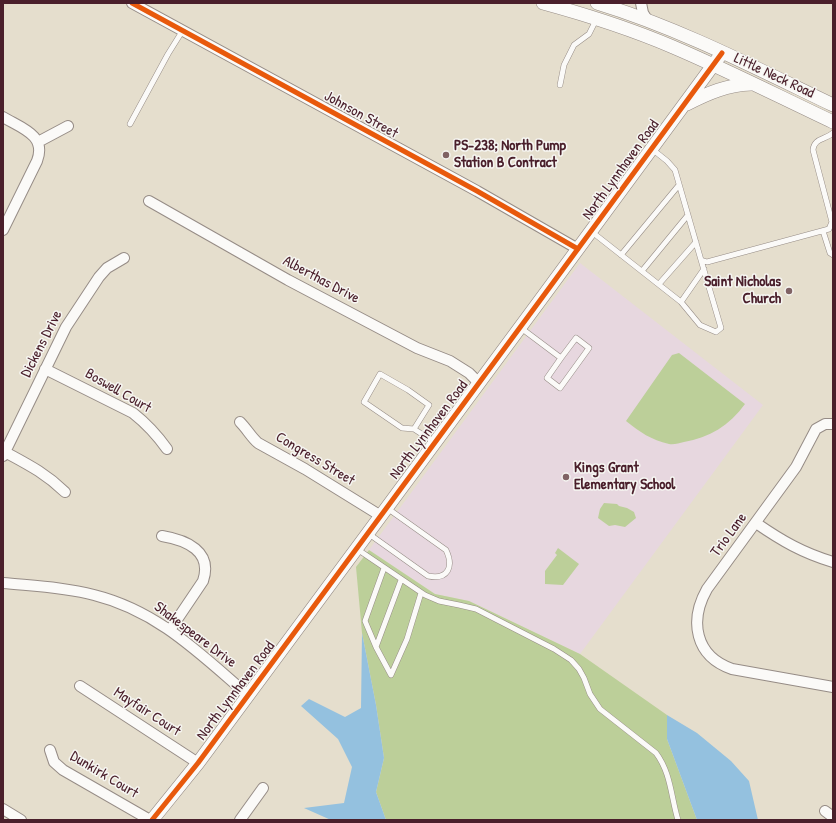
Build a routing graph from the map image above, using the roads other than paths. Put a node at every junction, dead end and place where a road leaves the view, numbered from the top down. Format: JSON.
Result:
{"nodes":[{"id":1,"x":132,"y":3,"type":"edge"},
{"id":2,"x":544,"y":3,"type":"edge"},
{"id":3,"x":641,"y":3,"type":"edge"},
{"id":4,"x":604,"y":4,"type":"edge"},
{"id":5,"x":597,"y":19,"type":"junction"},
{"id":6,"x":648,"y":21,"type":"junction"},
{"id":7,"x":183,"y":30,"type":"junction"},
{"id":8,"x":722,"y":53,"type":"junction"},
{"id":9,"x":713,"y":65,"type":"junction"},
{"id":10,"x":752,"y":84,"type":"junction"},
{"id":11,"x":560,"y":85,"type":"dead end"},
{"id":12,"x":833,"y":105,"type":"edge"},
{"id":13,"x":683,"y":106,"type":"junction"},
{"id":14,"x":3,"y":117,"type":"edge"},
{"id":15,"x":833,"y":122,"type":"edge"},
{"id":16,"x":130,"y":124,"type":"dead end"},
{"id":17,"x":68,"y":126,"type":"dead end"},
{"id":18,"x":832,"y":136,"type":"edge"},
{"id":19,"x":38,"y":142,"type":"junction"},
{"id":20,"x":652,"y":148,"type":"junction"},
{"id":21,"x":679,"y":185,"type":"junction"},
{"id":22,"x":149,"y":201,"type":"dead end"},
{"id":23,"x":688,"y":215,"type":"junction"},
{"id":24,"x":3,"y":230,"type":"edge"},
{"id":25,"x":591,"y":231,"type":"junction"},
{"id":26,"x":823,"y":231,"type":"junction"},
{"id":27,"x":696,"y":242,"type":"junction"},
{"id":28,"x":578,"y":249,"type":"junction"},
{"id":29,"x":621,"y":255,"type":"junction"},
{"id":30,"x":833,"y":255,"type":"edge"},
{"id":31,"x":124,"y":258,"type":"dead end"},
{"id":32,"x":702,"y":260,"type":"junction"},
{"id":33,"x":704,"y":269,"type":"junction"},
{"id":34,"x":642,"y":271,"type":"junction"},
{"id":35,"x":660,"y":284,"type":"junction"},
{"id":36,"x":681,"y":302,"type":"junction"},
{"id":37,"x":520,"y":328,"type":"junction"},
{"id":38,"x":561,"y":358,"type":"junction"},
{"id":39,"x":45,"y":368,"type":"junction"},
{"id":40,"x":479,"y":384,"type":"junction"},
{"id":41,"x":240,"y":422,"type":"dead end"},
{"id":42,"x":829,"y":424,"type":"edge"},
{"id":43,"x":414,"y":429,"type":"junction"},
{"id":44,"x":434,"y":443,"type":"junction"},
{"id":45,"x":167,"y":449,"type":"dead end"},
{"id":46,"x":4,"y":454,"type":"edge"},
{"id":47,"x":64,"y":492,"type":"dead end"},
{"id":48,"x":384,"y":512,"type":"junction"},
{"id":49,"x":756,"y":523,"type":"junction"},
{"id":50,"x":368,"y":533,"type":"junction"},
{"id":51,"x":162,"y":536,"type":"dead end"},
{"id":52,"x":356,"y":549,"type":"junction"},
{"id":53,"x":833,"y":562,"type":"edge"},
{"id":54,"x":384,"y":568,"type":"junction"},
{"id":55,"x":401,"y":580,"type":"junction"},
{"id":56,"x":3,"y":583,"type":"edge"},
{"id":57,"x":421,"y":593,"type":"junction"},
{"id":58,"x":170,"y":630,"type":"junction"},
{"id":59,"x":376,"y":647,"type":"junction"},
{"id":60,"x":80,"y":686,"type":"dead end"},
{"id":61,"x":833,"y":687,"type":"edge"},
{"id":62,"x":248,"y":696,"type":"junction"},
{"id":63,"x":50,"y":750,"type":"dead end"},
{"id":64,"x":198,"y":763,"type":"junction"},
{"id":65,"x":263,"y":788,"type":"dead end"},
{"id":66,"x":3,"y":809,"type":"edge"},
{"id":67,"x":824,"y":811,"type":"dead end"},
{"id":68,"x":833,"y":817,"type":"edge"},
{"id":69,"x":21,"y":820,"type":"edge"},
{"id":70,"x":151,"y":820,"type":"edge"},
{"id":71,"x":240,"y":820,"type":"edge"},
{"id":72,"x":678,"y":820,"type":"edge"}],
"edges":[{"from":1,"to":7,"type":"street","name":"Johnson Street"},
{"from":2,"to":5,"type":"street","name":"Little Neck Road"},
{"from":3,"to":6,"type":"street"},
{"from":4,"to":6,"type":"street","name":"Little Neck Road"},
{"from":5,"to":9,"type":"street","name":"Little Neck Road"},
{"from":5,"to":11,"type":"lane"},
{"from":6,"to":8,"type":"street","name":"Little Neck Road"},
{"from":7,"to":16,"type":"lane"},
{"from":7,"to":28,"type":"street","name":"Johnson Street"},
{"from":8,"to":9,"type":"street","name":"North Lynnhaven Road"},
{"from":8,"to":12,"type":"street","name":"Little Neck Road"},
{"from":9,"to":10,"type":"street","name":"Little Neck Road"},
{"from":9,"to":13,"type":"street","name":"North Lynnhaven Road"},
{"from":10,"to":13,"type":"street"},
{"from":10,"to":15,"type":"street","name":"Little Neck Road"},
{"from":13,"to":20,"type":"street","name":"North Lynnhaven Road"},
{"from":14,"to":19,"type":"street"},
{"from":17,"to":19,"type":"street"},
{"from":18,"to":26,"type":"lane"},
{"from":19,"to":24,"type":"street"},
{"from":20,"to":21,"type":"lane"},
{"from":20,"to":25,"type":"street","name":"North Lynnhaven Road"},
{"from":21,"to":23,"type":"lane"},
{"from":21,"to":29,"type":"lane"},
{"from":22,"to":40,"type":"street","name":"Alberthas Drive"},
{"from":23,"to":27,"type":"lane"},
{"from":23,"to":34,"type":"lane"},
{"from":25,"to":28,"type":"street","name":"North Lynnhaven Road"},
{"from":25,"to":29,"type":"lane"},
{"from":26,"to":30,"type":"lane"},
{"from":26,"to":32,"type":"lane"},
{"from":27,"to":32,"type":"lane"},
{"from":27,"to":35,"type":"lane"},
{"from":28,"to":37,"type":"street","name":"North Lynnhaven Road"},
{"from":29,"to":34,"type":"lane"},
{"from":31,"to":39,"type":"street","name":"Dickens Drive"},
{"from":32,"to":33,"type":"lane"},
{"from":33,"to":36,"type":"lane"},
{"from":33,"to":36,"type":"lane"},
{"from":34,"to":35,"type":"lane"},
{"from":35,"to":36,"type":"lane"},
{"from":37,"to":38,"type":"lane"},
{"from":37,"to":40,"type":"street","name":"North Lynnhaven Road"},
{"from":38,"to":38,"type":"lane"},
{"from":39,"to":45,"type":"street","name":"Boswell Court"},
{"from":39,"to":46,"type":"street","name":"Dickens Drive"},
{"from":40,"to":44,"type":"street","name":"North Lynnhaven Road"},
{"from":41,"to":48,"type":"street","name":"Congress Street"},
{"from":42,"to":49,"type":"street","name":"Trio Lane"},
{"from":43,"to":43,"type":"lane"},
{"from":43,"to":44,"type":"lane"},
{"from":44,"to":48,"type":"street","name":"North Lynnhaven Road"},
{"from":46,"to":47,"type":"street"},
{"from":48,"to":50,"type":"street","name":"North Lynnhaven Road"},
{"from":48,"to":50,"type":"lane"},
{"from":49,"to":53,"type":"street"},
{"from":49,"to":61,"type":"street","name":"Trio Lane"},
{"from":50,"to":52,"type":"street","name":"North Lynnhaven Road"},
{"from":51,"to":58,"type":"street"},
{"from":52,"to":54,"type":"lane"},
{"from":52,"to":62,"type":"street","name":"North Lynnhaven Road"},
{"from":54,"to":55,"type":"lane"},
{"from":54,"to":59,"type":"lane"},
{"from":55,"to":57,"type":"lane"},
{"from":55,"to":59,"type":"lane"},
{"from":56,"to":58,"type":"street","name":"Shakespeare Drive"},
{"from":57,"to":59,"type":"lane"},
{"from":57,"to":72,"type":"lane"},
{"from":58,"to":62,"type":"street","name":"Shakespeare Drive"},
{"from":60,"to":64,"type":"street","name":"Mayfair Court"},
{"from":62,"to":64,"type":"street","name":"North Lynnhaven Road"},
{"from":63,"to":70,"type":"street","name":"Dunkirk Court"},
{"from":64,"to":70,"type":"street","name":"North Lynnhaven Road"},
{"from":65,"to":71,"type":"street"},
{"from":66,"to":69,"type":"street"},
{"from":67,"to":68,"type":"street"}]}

==========

For the word "Neck", count how many lines of the entries contain it; give the number and nothing more.

7